The original Yankee Doodle song was written by an Englishman as a mockery of the Americans.

The American Army adopted the song and turned it into a call of togetherness. They marched to the song being played on their fife and drum.

Legend has it that an entire British landing party was scared off by two young girls playing it on their own fife and drum. The landing party, it is said, thought the American army was nearby.

And what's this business of "stuck a feather in his hat and called it macaroni?" "Macaroni" was a fancy ("dandy") style of Italian dress widely imitated in England at the time.

So by just sticking a feather in his cap and calling himself a "Macaroni" (a "dandy"), Yankee Doodle was proudly proclaiming himself to be a country bumpkin, because that was how the English regarded most colonials at that time.

So at that time saying something was "macaroni" was the same as saying it was "cool" "neato" "nifty" or "groovy" depending on your age.

Yankee Doodle was the very first song recorded on a record.
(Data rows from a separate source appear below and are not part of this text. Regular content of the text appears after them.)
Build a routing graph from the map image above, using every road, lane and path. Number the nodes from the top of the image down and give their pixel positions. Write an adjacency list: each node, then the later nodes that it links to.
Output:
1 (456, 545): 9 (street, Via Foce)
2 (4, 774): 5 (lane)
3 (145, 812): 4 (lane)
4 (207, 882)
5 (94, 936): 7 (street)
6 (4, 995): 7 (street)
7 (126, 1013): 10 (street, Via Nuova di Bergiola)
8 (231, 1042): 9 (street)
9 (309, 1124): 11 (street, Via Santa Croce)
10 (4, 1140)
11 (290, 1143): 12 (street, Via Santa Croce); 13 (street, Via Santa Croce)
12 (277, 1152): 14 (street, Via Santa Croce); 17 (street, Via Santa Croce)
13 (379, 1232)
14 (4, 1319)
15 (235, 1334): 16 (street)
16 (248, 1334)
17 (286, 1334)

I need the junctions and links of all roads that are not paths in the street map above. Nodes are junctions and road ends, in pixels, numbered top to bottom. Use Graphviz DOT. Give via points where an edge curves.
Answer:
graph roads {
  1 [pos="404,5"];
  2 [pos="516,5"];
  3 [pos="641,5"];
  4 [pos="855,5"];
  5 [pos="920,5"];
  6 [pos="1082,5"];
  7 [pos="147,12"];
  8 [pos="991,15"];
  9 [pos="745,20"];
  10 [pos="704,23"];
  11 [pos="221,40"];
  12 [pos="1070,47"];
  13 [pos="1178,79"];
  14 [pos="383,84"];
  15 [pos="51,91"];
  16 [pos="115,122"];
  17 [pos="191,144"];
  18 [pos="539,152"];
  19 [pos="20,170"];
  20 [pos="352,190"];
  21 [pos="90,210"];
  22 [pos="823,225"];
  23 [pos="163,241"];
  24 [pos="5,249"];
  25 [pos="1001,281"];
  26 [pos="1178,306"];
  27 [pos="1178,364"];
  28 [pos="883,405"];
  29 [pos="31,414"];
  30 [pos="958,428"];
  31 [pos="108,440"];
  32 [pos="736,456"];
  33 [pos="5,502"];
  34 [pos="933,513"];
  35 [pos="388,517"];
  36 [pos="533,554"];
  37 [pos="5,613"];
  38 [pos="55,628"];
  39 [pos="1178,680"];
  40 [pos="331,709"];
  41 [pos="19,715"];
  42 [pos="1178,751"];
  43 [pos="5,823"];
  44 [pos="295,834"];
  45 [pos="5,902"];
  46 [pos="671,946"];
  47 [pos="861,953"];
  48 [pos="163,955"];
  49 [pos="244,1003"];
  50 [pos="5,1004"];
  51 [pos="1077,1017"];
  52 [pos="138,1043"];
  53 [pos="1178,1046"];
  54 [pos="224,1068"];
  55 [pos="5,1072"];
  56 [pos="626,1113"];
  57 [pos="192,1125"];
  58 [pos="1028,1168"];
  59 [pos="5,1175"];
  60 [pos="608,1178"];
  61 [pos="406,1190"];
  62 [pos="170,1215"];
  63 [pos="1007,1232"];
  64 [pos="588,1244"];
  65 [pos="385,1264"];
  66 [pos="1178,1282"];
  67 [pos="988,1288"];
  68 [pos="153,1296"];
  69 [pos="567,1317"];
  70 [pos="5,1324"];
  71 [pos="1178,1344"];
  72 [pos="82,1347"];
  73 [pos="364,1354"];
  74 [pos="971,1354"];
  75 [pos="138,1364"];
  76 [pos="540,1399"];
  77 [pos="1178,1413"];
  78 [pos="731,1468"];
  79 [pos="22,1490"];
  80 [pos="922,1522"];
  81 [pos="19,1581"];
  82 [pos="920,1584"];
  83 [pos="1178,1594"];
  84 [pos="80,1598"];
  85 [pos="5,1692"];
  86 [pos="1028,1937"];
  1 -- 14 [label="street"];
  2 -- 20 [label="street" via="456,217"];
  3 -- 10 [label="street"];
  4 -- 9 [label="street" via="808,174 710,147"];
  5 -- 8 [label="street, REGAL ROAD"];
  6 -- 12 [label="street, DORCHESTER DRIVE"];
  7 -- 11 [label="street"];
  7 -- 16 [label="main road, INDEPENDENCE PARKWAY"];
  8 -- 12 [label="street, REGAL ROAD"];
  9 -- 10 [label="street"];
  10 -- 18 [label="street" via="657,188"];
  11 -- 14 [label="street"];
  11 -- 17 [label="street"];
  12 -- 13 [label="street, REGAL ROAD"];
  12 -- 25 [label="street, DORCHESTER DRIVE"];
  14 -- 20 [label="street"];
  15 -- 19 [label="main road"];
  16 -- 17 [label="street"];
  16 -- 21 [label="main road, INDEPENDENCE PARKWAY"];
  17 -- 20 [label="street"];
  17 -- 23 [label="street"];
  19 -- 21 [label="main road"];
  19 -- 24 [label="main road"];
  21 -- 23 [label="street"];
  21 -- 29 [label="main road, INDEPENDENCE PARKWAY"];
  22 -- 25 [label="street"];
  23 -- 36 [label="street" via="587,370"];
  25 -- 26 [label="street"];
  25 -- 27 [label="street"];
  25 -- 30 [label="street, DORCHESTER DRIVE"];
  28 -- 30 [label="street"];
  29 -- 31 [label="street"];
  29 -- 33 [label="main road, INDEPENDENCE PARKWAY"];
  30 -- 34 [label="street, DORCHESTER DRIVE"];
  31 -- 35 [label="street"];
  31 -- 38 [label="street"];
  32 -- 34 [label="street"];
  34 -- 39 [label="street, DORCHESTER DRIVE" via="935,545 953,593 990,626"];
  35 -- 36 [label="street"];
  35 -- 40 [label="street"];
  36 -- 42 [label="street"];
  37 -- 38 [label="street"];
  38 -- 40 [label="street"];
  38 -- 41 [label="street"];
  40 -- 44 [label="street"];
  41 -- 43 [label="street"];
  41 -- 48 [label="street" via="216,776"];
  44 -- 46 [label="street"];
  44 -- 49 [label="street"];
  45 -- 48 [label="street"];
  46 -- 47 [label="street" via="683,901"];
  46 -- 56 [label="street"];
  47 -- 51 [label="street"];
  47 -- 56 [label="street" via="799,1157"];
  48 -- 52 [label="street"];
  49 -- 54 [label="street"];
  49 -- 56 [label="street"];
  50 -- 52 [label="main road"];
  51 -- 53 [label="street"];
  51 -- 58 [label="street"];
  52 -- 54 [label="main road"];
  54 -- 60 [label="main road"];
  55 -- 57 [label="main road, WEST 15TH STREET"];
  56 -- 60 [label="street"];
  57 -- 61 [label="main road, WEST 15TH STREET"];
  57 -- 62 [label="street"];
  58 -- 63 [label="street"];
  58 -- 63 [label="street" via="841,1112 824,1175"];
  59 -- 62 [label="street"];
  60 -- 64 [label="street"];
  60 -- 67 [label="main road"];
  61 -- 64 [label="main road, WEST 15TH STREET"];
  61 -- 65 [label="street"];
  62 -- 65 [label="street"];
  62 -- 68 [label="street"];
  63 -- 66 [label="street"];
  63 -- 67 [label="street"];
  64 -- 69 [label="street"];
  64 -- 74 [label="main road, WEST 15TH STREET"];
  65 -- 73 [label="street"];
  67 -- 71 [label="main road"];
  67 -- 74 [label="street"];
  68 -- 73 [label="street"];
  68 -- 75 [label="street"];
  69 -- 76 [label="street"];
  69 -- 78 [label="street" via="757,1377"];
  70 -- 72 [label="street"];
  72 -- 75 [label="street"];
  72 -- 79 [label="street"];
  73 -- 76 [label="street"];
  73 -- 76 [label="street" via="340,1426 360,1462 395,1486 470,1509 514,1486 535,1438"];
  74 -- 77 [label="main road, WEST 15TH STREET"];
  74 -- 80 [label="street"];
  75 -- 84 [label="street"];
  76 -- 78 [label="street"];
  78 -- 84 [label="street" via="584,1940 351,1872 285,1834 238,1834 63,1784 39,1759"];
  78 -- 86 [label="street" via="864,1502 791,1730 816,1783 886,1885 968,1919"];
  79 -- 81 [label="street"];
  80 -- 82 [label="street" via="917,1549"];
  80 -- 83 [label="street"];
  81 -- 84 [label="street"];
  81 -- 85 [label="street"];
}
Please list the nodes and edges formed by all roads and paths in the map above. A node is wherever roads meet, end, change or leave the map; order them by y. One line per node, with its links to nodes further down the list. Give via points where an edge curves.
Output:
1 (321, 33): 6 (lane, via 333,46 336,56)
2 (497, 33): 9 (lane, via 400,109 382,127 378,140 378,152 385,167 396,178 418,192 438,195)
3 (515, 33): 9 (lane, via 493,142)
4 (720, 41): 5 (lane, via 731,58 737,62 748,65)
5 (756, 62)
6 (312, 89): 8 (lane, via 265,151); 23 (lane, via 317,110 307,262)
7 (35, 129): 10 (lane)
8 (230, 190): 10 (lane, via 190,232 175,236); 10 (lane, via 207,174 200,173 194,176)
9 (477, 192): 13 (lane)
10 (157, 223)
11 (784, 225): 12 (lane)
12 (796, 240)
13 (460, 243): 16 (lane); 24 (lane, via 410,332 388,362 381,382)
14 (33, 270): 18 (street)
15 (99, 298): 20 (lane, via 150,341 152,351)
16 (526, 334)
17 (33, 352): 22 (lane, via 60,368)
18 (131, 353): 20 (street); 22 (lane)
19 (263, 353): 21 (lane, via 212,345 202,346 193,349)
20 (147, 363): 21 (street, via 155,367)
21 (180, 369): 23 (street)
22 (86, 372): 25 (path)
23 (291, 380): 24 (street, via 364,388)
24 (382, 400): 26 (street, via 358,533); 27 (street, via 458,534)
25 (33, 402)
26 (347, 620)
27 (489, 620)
You may see various lyrics to the song - here is one version:

Yankee Doodle went to town
A-riding on a pony
Stuck a feather in his hat
And called it macaroni.

Yankee Doodle, keep it up
Yankee Doodle dandy
Mind the music and the step
And with the girls be handy.

Father and I went down to camp
Along with Captain Gooding
And there we saw the men and boys
As thick as hasty pudding.


There was Captain Washington
Upon a slapping stallion
A-giving orders to his men
I guess there was a million.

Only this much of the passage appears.